▸ TASK REQUIREMENTS
What you return must match the records below exactly, apart from the omitted pictures.

━━━ LISTED ENTRIES ━━━

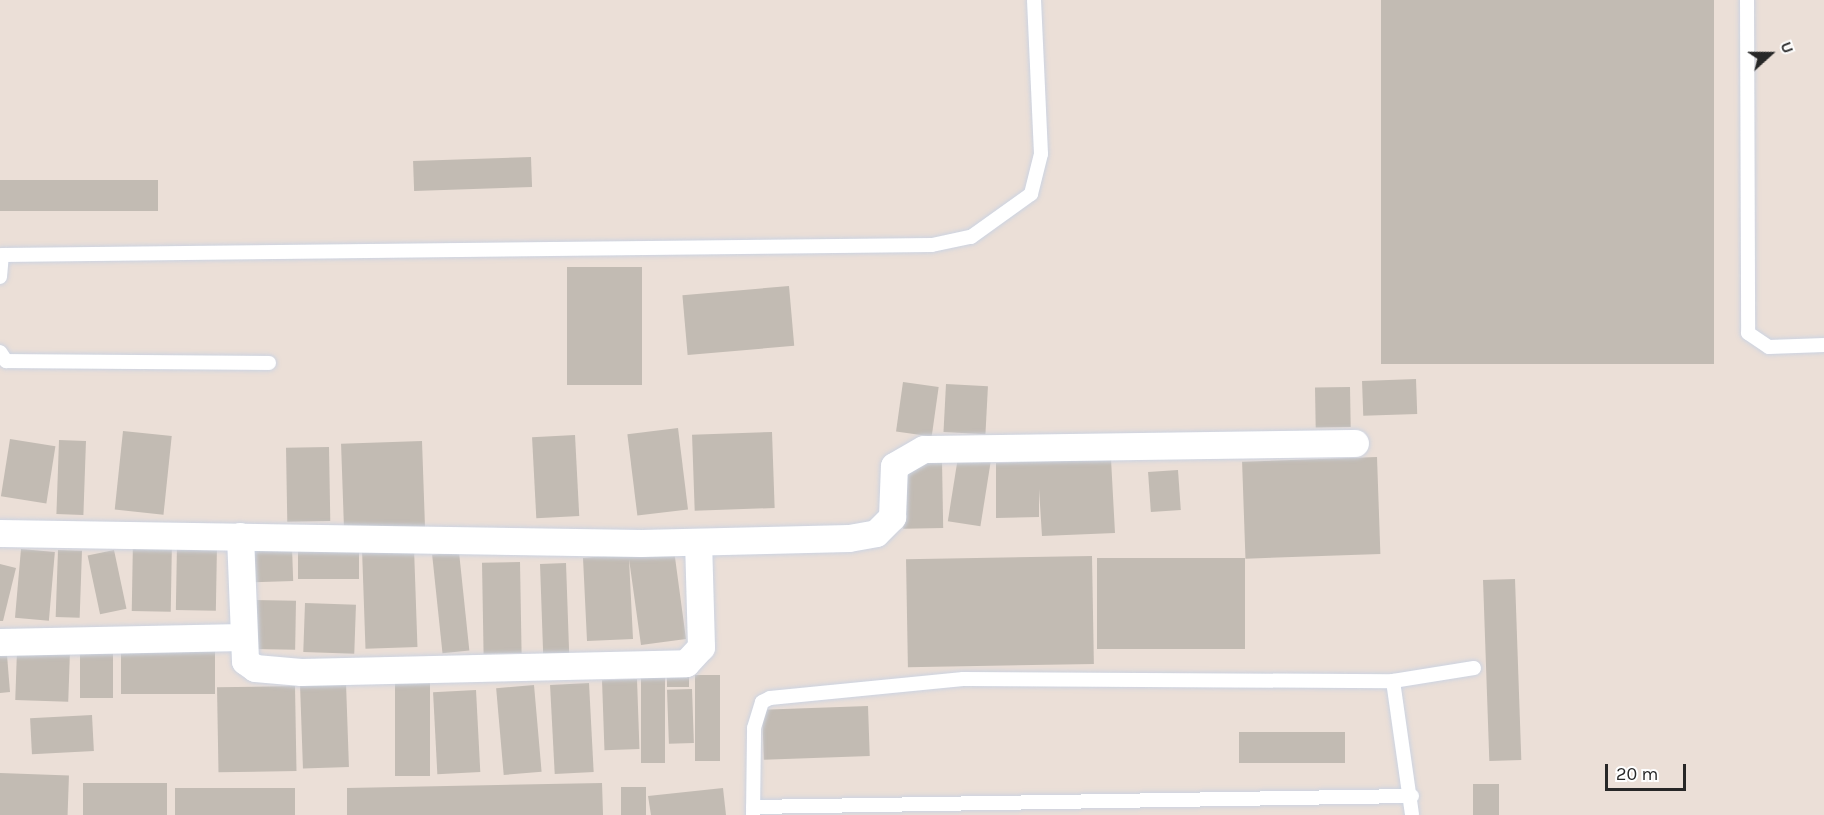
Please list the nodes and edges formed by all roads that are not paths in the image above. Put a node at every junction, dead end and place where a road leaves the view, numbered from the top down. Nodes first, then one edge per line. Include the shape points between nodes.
1 (1034, 0) edge
2 (1747, 0) edge
3 (1, 255) edge
4 (0, 278) edge
5 (1824, 345) edge
6 (0, 352) edge
7 (269, 363) dead end
8 (1355, 443) dead end
9 (0, 533) edge
10 (240, 536) junction
11 (698, 542) junction
12 (242, 637) junction
13 (0, 642) edge
14 (1474, 668) dead end
15 (1393, 681) junction
16 (1412, 796) junction
17 (753, 811) edge
18 (1412, 815) edge

1 - 3 lane via 1041,154 1031,194 971,237 932,245
2 - 5 lane via 1748,333 1769,346
3 - 4 lane
6 - 7 lane via 6,361
8 - 11 street via 924,449 894,466 892,517 876,533
9 - 10 street
10 - 11 street
10 - 12 street
11 - 12 street via 700,647 686,663 301,672 255,668 241,653
12 - 13 street
14 - 15 lane
15 - 16 lane
15 - 17 lane via 1074,676 912,683 770,698 762,702 754,728
16 - 17 lane
16 - 18 lane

━━━

▸ ANSWER BOX
Please list the nodes and edges formed by all roads that are not paths in the image above. Put a node at every junction, dead end and place where a road leaves the view, numbered from the top down. Nodes first, then one edge per line. Include the shape points between nodes.
1 (1034, 0) edge
2 (1747, 0) edge
3 (1, 255) edge
4 (0, 278) edge
5 (1824, 345) edge
6 (0, 352) edge
7 (269, 363) dead end
8 (1355, 443) dead end
9 (0, 533) edge
10 (240, 536) junction
11 (698, 542) junction
12 (242, 637) junction
13 (0, 642) edge
14 (1474, 668) dead end
15 (1393, 681) junction
16 (1412, 796) junction
17 (753, 811) edge
18 (1412, 815) edge

1 - 3 lane via 1041,154 1031,194 971,237 932,245
2 - 5 lane via 1748,333 1769,346
3 - 4 lane
6 - 7 lane via 6,361
8 - 11 street via 924,449 894,466 892,517 876,533
9 - 10 street
10 - 11 street
10 - 12 street
11 - 12 street via 700,647 686,663 301,672 255,668 241,653
12 - 13 street
14 - 15 lane
15 - 16 lane
15 - 17 lane via 1074,676 912,683 770,698 762,702 754,728
16 - 17 lane
16 - 18 lane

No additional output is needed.